If you read a book about Christianity, it is unlikely to include such stories. Yet spiritual objects and experiences are much easier for children to explore than traditional histories focused on names, dates, and official statements. And when they imagine themselves as historians from the future trying to make sense of a spiritual object, they situate their own experience within a larger community of ideas and meaning-making. History teacher Benjamin Barbour has developed a 4-step process children can use to awaken their inner museum curator and analyze the spiritual artifacts of their tradition. His approach helps children better understand how meaning gets assigned to spiritual practices and explains why different people can arrive at alternative conclusions. Try it out and see what new things your family discovers about your spiritual tradition.

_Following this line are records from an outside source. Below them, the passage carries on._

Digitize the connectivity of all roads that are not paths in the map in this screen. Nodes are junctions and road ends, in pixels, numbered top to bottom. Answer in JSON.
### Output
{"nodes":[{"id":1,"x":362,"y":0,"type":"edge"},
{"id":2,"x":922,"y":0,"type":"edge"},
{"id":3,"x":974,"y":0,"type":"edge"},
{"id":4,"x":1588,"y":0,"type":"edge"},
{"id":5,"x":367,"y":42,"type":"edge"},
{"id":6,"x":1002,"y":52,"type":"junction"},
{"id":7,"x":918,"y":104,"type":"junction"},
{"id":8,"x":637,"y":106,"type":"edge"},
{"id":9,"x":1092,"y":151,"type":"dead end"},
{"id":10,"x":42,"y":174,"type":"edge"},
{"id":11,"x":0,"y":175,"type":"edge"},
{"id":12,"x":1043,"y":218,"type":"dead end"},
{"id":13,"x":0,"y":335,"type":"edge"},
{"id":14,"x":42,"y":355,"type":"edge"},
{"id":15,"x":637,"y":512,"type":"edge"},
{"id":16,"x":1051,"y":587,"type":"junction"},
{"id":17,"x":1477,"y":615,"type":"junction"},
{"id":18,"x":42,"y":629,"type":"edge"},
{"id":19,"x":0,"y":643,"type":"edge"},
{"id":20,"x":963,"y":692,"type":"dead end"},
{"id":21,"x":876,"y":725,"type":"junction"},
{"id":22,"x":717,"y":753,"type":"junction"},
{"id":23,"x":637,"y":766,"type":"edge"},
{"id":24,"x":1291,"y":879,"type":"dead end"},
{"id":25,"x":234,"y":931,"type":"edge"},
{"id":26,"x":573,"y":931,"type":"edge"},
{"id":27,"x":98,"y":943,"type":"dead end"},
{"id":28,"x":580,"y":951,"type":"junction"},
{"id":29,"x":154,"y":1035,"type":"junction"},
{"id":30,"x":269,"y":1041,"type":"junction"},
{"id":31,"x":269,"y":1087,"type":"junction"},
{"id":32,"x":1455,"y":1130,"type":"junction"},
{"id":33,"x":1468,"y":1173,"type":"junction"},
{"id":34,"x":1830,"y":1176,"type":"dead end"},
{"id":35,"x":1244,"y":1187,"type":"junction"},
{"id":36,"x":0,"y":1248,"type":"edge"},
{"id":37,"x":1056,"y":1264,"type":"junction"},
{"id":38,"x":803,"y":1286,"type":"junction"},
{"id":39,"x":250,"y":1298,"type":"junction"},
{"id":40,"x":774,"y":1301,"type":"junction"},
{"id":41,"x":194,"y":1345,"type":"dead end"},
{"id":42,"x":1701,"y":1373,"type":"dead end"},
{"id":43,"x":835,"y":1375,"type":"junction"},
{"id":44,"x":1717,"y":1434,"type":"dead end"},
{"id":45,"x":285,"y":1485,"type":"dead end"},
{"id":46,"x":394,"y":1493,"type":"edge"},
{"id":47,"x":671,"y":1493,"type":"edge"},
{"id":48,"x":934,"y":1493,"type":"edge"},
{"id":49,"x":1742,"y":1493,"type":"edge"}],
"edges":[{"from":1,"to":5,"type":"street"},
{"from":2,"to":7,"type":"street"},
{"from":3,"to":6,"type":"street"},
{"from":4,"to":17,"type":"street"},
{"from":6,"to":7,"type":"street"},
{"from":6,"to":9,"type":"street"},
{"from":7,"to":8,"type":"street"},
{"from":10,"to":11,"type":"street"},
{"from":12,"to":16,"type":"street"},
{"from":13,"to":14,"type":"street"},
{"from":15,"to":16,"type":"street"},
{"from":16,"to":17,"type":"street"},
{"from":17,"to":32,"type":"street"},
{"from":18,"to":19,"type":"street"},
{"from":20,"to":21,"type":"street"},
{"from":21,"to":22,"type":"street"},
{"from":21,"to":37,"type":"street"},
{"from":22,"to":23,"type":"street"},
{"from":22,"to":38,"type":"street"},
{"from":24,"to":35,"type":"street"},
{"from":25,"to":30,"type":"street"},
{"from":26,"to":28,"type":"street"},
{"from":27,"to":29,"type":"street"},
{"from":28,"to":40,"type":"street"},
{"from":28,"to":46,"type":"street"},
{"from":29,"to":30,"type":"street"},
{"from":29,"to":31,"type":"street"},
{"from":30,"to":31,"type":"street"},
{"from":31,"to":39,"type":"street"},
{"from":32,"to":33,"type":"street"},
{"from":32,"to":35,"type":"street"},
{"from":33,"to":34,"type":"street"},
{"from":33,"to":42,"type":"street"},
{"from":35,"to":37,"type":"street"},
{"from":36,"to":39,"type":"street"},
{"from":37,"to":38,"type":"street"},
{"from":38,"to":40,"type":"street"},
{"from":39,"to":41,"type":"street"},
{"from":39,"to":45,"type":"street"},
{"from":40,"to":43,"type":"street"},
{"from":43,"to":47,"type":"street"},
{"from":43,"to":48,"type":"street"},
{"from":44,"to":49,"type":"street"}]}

Step 1: Learn about artifacts. Historians define just about anything made by humans as an ‘artifact’. Within a spiritual tradition artifacts can include utilitarian objects (singing bowl, chalice, mezuzah, prayer mat), personal objects (meditation journal, photo album, sketchbook), and communal objects (spiritual books, art). Check out museum collections online to see what kinds of artifacts from your family’s spiritual tradition are on display.

Step 2: Talk about how artifacts are analyzed. Historians usually begin by examining an artifact and then asking a series of questions about it:

  • What is it made of?
  • Who used it?
  • What was it used for?
  • What does this tell you about the people who made and used it?

Answering the last two questions typically requires some research and guesswork, as not all people use artifacts in the same way. If your child has difficulty understanding that experiences can differ, talk about something else in your family that people use differently (e.g. a child uses a laptop for gaming and a parent uses it for email).

Step 3: Choose and analyze a spiritual artifact. You can pick one object for the whole family to investigate or a separate object for each person to explore. Examine the artifact carefully and describe its appearance and materials in detail. Then consider the following questions:

  • How do I (we) use this artifact?
  • How is it part of my (our) spiritual tradition? Think about how long it has been used by people in the tradition, who is most likely to use it, is its use private or public, etc.
  • What do or might people outside our tradition say about it? Think about whether you have to explain it to others, how people react to your using it, etc.

Step 4: Share your analysis with others. Hold a family show-and-tell time to discuss your analyses (if you examined different items) or invite other members of your spiritual tradition to come (if you worked together). You might even agree with another family of the same or a different tradition to work on Steps 1-3 separately and then get together to talk about what you found.